En effet , le financement de 10 jours est irréaliste et irréalisable .Pour les petits hôpitaux locaux , l'HAS prévoit 2 à 3 jours maximun avec 2 à 3 visiteurs experts . Un petit établissement sanitaire peut être comparé à 3 structures sociales ou médico sociales , type EHPAD ; sans exagérer il est possible de faire une évaluation externe sérieuse en 3 jours , plus le rapport de synthèse , pour une structure moyenne . D'autant que l'Ev EXT s'appuyera sur l'évaluation interne existante et en validera la méthodo et le fond (contenu ) . De mon point de vue , 5 jours globalement me parait être une fourchette moyenne . j'ai moins même conduit plus 4O audits externes , sous forme de diagnostic , en prenant en compte l'ensemble des processus internes et des fonctions . Je serai heureux de pouvoir continuer un dialogue professionnel sur ce thème avec vous .
Codialement
Pierre YEREMIAN - strasbourg
Rédigé par : pierre YEREMIAN | 26 décembre 2006 à 15:13
enseignant référent dans les hautes pyrénées je me pose bien des questions sur mes nouvelles fonctions, en particulier sur le suivi des dossiers en lien avec les établissements sanitaires et sociaux.

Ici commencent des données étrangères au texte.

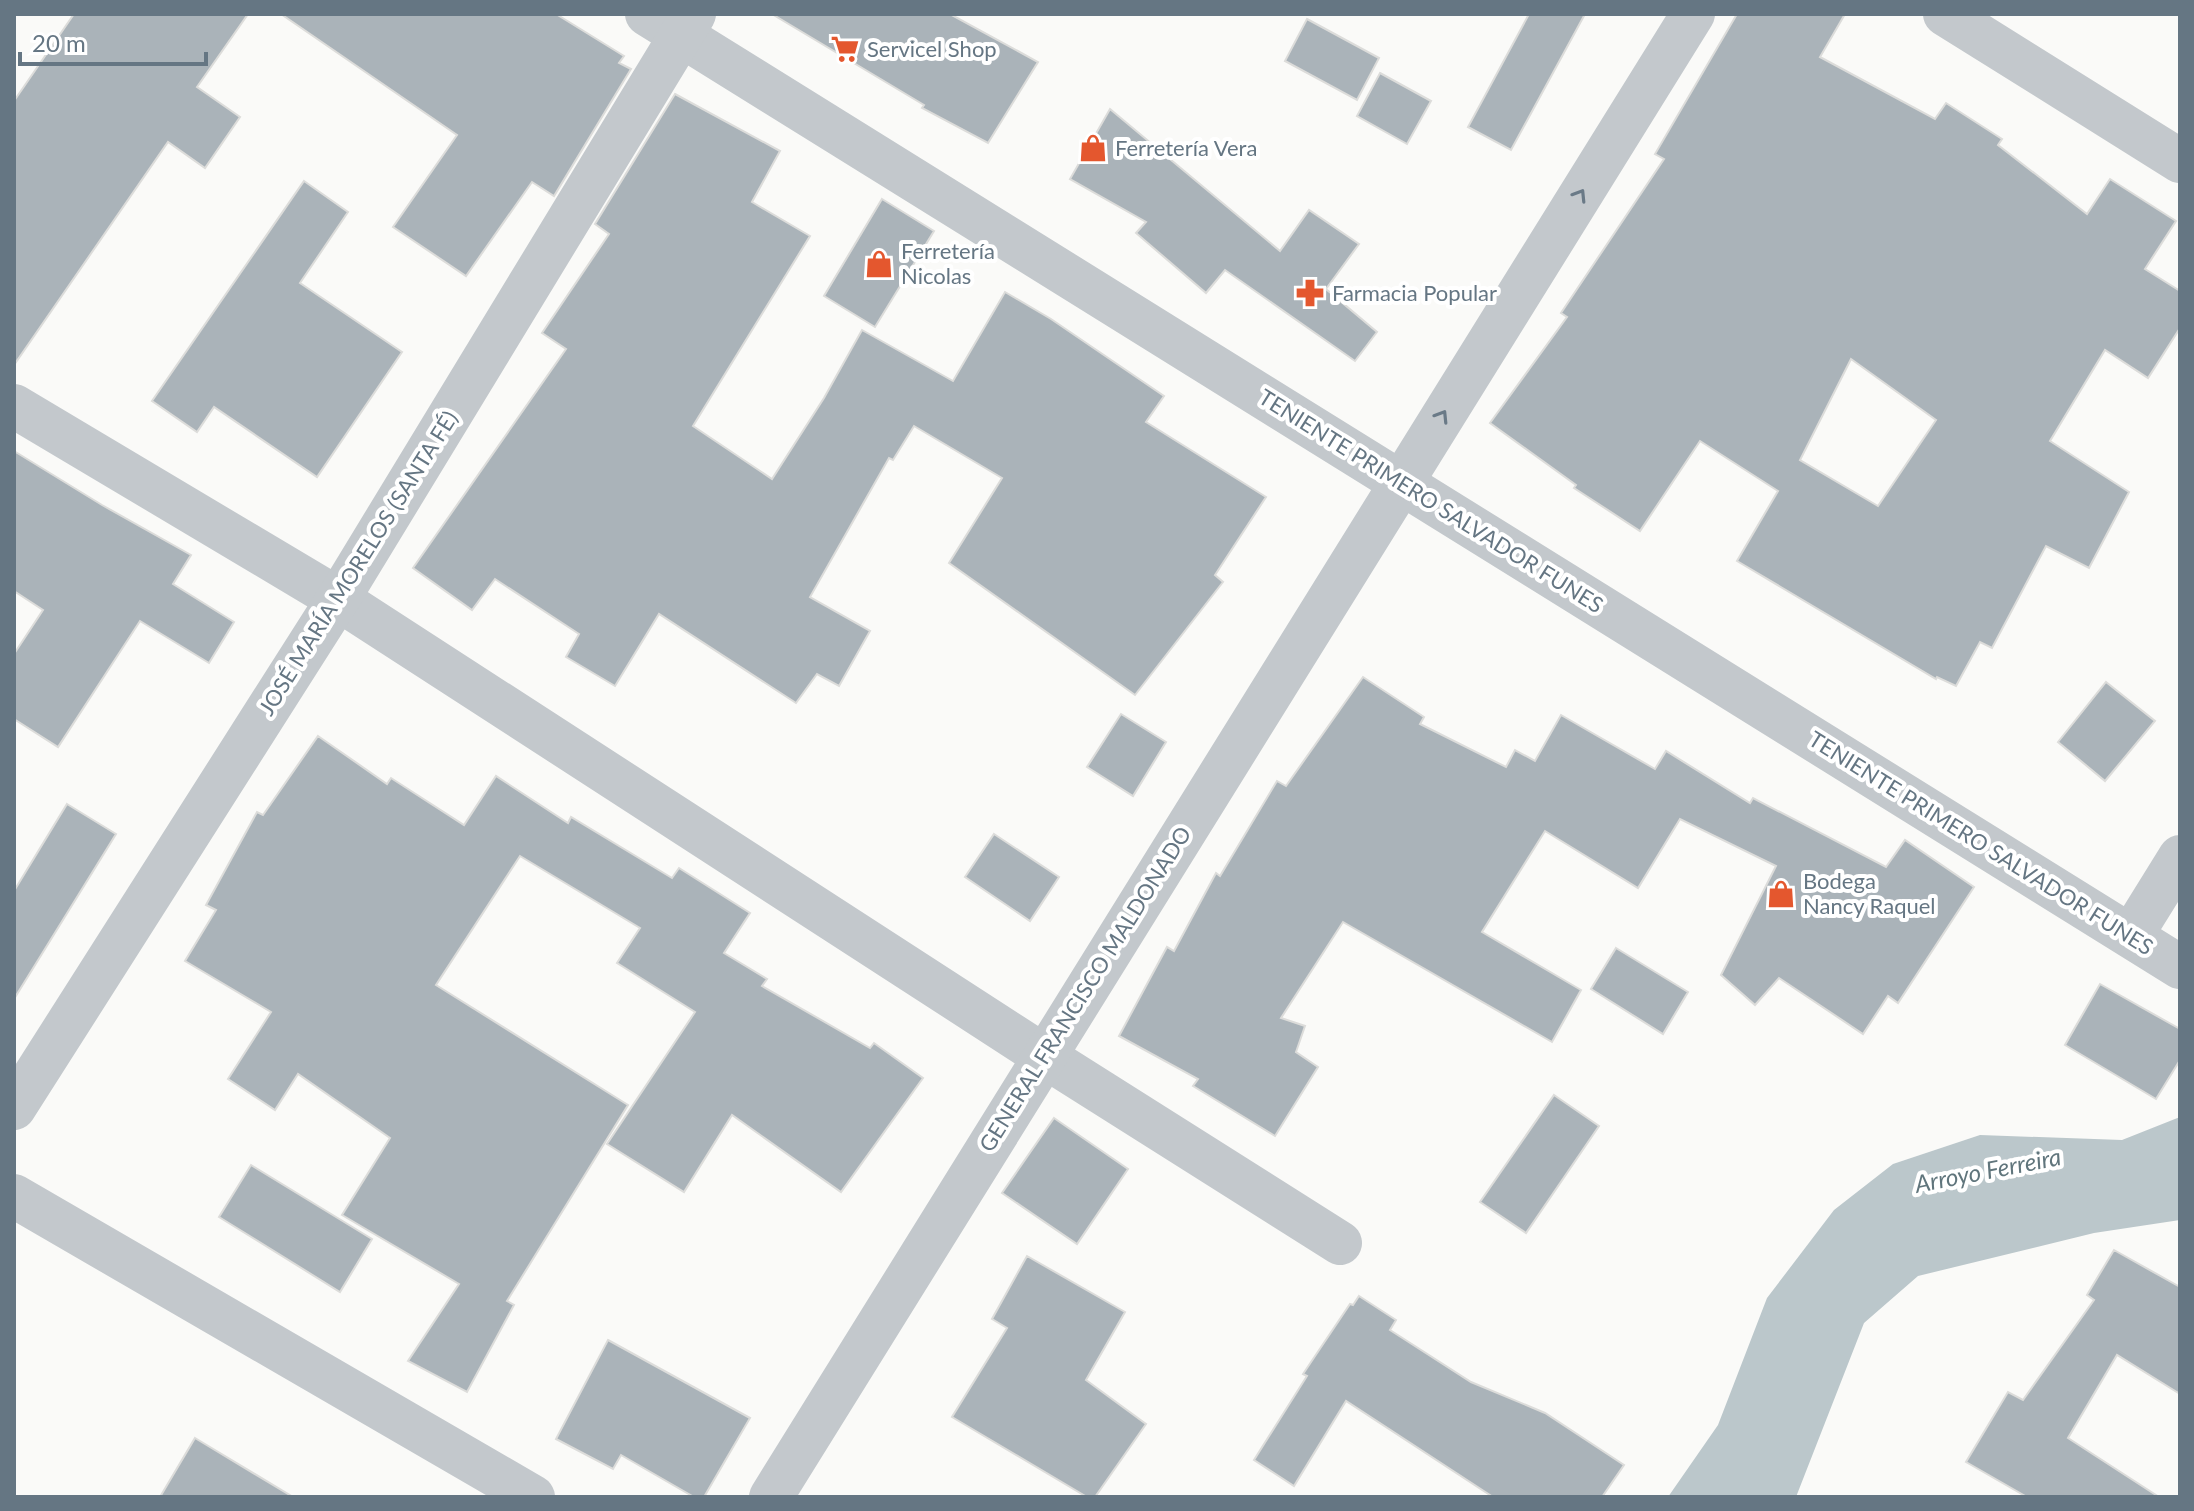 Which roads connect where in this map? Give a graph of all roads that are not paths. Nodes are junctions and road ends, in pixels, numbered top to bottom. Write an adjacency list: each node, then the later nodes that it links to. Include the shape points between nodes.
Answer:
1 (1693, 14): 6 (street, GENERAL FRANCISCO MALDONADO, one-way to 1)
2 (1945, 14): 4 (street)
3 (674, 21): 6 (street, TENIENTE PRIMERO SALVADOR FUNES); 7 (street, JOSÉ MARÍA MORELOS (SANTA FÉ))
4 (2180, 161)
5 (14, 406): 7 (street)
6 (1401, 482): 9 (street, TENIENTE PRIMERO SALVADOR FUNES); 11 (street, GENERAL FRANCISCO MALDONADO)
7 (338, 599): 11 (street); 12 (street, JOSÉ MARÍA MORELOS (SANTA FÉ))
8 (2180, 857): 9 (street)
9 (2131, 936): 10 (street, TENIENTE PRIMERO SALVADOR FUNES)
10 (2180, 967)
11 (1044, 1056): 14 (street); 16 (street, GENERAL FRANCISCO MALDONADO)
12 (14, 1108)
13 (14, 1196): 15 (street)
14 (1340, 1243)
15 (533, 1497)
16 (771, 1497)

Vos réflexions ont retenu toute mon attention, vous posez des éléments de débat fondamentaux.La qualité du partenariat au niveau local sera déterminant et dépendra de notre capacité collective à le construire dans le respect des uns et des autres.Il me semble qu'à ce jour il y a un vide sur des directives interministérielles cadrant un peu plus précisément la création des unités d'enseignements au sein des établissements. Je garde votre adresse pour rester en contact si nécessaire.